*** Opening of Material for this exercise ***

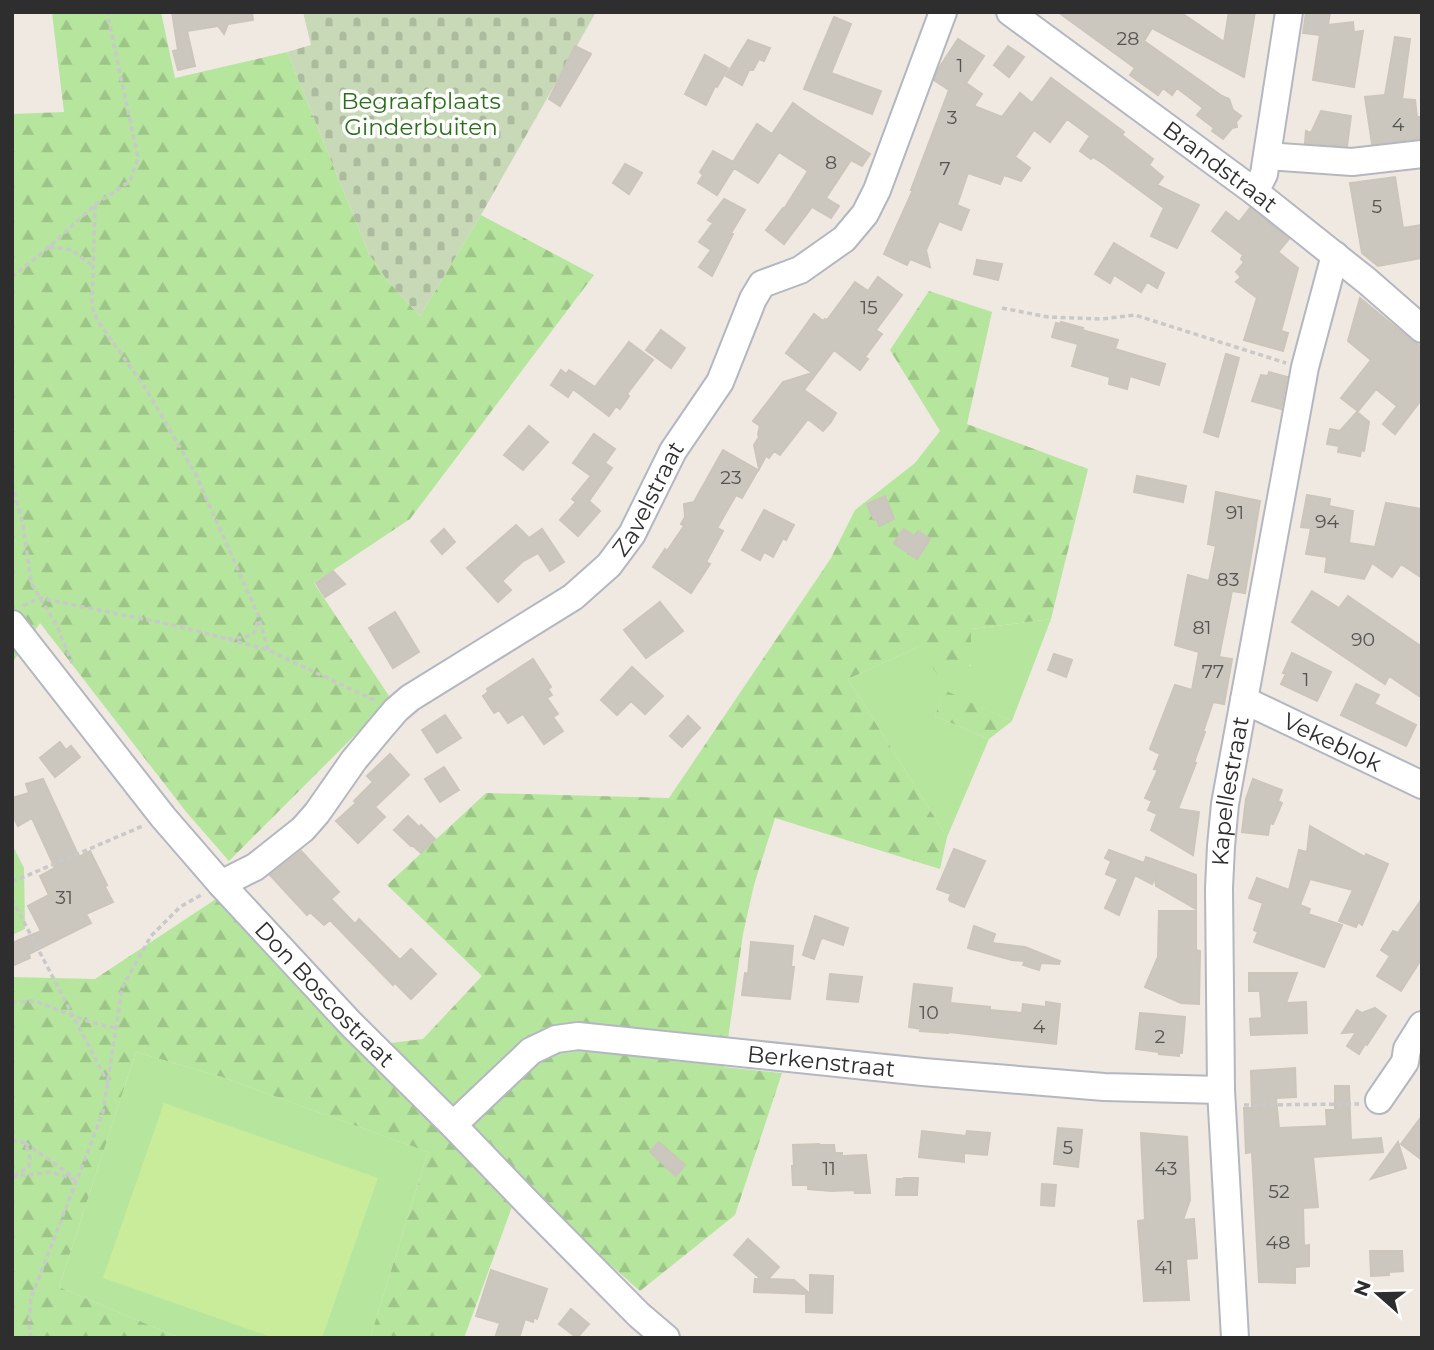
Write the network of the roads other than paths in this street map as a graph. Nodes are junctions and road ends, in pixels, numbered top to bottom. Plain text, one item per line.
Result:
1 (943, 12) edge
2 (1010, 12) edge
3 (1289, 12) edge
4 (1422, 154) edge
5 (1267, 156) junction
6 (1255, 192) junction
7 (1335, 255) junction
8 (1422, 329) edge
9 (17, 616) edge
10 (1244, 700) junction
11 (1422, 785) edge
12 (221, 884) junction
13 (1422, 1025) edge
14 (1222, 1100) junction
15 (1379, 1100) road end
16 (453, 1125) junction
17 (666, 1338) edge
18 (1234, 1338) edge

1 - 12 street, Zavelstraat
2 - 6 street, Brandstraat
3 - 5 street
4 - 5 street
5 - 6 street
6 - 7 street, Brandstraat
7 - 8 street, Brandstraat
7 - 10 street, Kapellestraat
9 - 12 street, Don Boscostraat
10 - 11 street, Vekeblok
10 - 14 street, Kapellestraat
12 - 16 street, Don Boscostraat
13 - 15 street
14 - 16 street, Berkenstraat
14 - 18 street, Kapellestraat
16 - 17 street, Don Boscostraat

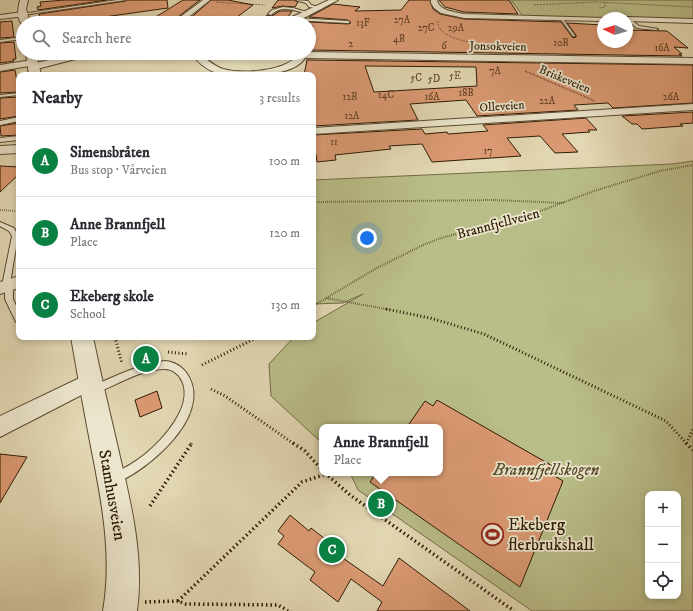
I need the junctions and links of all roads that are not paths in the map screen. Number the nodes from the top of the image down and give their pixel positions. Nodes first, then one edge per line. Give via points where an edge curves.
1 (24, 0) edge
2 (124, 0) edge
3 (297, 0) edge
4 (334, 0) edge
5 (434, 0) edge
6 (206, 1) edge
7 (321, 8) junction
8 (308, 13) junction
9 (270, 14) dead end
10 (24, 16) edge
11 (35, 16) edge
12 (186, 16) edge
13 (303, 16) edge
14 (0, 17) edge
15 (16, 18) edge
16 (561, 18) junction
17 (597, 19) edge
18 (633, 19) edge
19 (316, 21) edge
20 (693, 21) edge
21 (348, 22) dead end
22 (633, 24) edge
23 (656, 29) dead end
24 (574, 35) dead end
25 (16, 39) edge
26 (0, 41) edge
27 (316, 54) edge
28 (53, 60) edge
29 (202, 60) edge
30 (298, 60) edge
31 (693, 61) edge
32 (33, 64) edge
33 (0, 68) edge
34 (227, 72) edge
35 (263, 72) edge
36 (16, 94) edge
37 (0, 96) edge
38 (693, 106) edge
39 (16, 120) edge
40 (0, 123) edge
41 (316, 131) edge
42 (16, 138) edge
43 (0, 140) edge
44 (16, 149) edge
45 (0, 150) edge
46 (0, 224) edge
47 (9, 285) edge
48 (16, 314) edge
49 (83, 340) edge
50 (92, 385) junction
51 (0, 427) edge
52 (111, 480) junction
53 (132, 607) edge

1 - 10 street
2 - 11 lane
3 - 7 lane
4 - 7 street
5 - 16 street via 439,9 451,14
6 - 12 street
7 - 8 street
8 - 9 lane via 278,8 273,9
8 - 13 street
14 - 15 street
16 - 17 street
16 - 24 lane
18 - 20 street
19 - 21 lane
22 - 23 lane via 636,27
25 - 26 lane
27 - 31 street, Jonsokveien
28 - 32 street
29 - 34 street via 219,71
30 - 35 street via 284,68
32 - 33 street
36 - 37 lane
38 - 41 street, Olleveien
39 - 40 lane
42 - 43 lane
43 - 45 lane via 4,146
44 - 45 street
46 - 47 lane via 14,231 15,236
47 - 48 lane via 9,299
49 - 50 street, Stamhusveien
50 - 51 street
50 - 52 street, Stamhusveien
50 - 52 lane via 153,366 166,365 176,368 189,385 186,410 173,431 151,456
52 - 53 street, Stamhusveien via 124,564 123,596

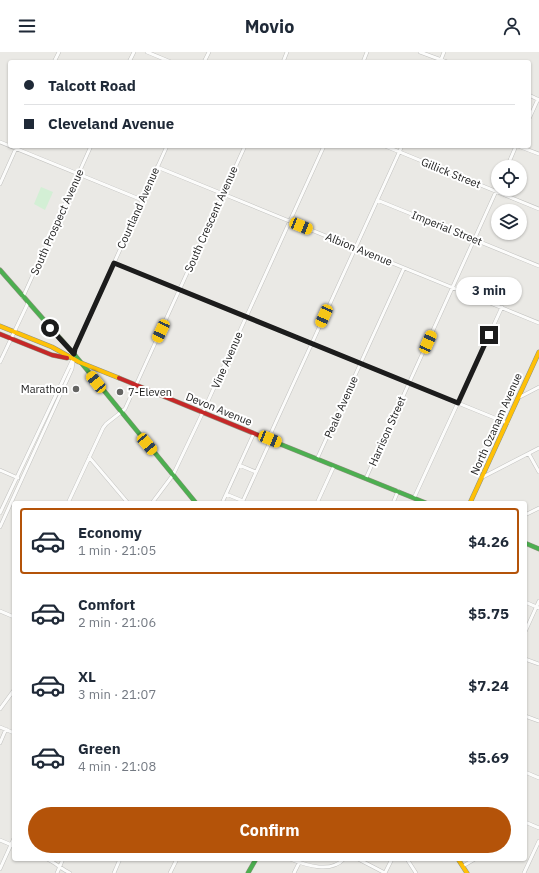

*** Close of Material for this exercise ***

**Requirement**. Repeat every line of the data above exactly, but drop the pictures.

**Answer area**.
Write the network of the roads other than paths in this street map as a graph. Nodes are junctions and road ends, in pixels, numbered top to bottom. Plain text, one item per line.
Result:
1 (943, 12) edge
2 (1010, 12) edge
3 (1289, 12) edge
4 (1422, 154) edge
5 (1267, 156) junction
6 (1255, 192) junction
7 (1335, 255) junction
8 (1422, 329) edge
9 (17, 616) edge
10 (1244, 700) junction
11 (1422, 785) edge
12 (221, 884) junction
13 (1422, 1025) edge
14 (1222, 1100) junction
15 (1379, 1100) road end
16 (453, 1125) junction
17 (666, 1338) edge
18 (1234, 1338) edge

1 - 12 street, Zavelstraat
2 - 6 street, Brandstraat
3 - 5 street
4 - 5 street
5 - 6 street
6 - 7 street, Brandstraat
7 - 8 street, Brandstraat
7 - 10 street, Kapellestraat
9 - 12 street, Don Boscostraat
10 - 11 street, Vekeblok
10 - 14 street, Kapellestraat
12 - 16 street, Don Boscostraat
13 - 15 street
14 - 16 street, Berkenstraat
14 - 18 street, Kapellestraat
16 - 17 street, Don Boscostraat

I need the junctions and links of all roads that are not paths in the map screen. Number the nodes from the top of the image down and give their pixel positions. Nodes first, then one edge per line. Give via points where an edge curves.
1 (24, 0) edge
2 (124, 0) edge
3 (297, 0) edge
4 (334, 0) edge
5 (434, 0) edge
6 (206, 1) edge
7 (321, 8) junction
8 (308, 13) junction
9 (270, 14) dead end
10 (24, 16) edge
11 (35, 16) edge
12 (186, 16) edge
13 (303, 16) edge
14 (0, 17) edge
15 (16, 18) edge
16 (561, 18) junction
17 (597, 19) edge
18 (633, 19) edge
19 (316, 21) edge
20 (693, 21) edge
21 (348, 22) dead end
22 (633, 24) edge
23 (656, 29) dead end
24 (574, 35) dead end
25 (16, 39) edge
26 (0, 41) edge
27 (316, 54) edge
28 (53, 60) edge
29 (202, 60) edge
30 (298, 60) edge
31 (693, 61) edge
32 (33, 64) edge
33 (0, 68) edge
34 (227, 72) edge
35 (263, 72) edge
36 (16, 94) edge
37 (0, 96) edge
38 (693, 106) edge
39 (16, 120) edge
40 (0, 123) edge
41 (316, 131) edge
42 (16, 138) edge
43 (0, 140) edge
44 (16, 149) edge
45 (0, 150) edge
46 (0, 224) edge
47 (9, 285) edge
48 (16, 314) edge
49 (83, 340) edge
50 (92, 385) junction
51 (0, 427) edge
52 (111, 480) junction
53 (132, 607) edge

1 - 10 street
2 - 11 lane
3 - 7 lane
4 - 7 street
5 - 16 street via 439,9 451,14
6 - 12 street
7 - 8 street
8 - 9 lane via 278,8 273,9
8 - 13 street
14 - 15 street
16 - 17 street
16 - 24 lane
18 - 20 street
19 - 21 lane
22 - 23 lane via 636,27
25 - 26 lane
27 - 31 street, Jonsokveien
28 - 32 street
29 - 34 street via 219,71
30 - 35 street via 284,68
32 - 33 street
36 - 37 lane
38 - 41 street, Olleveien
39 - 40 lane
42 - 43 lane
43 - 45 lane via 4,146
44 - 45 street
46 - 47 lane via 14,231 15,236
47 - 48 lane via 9,299
49 - 50 street, Stamhusveien
50 - 51 street
50 - 52 street, Stamhusveien
50 - 52 lane via 153,366 166,365 176,368 189,385 186,410 173,431 151,456
52 - 53 street, Stamhusveien via 124,564 123,596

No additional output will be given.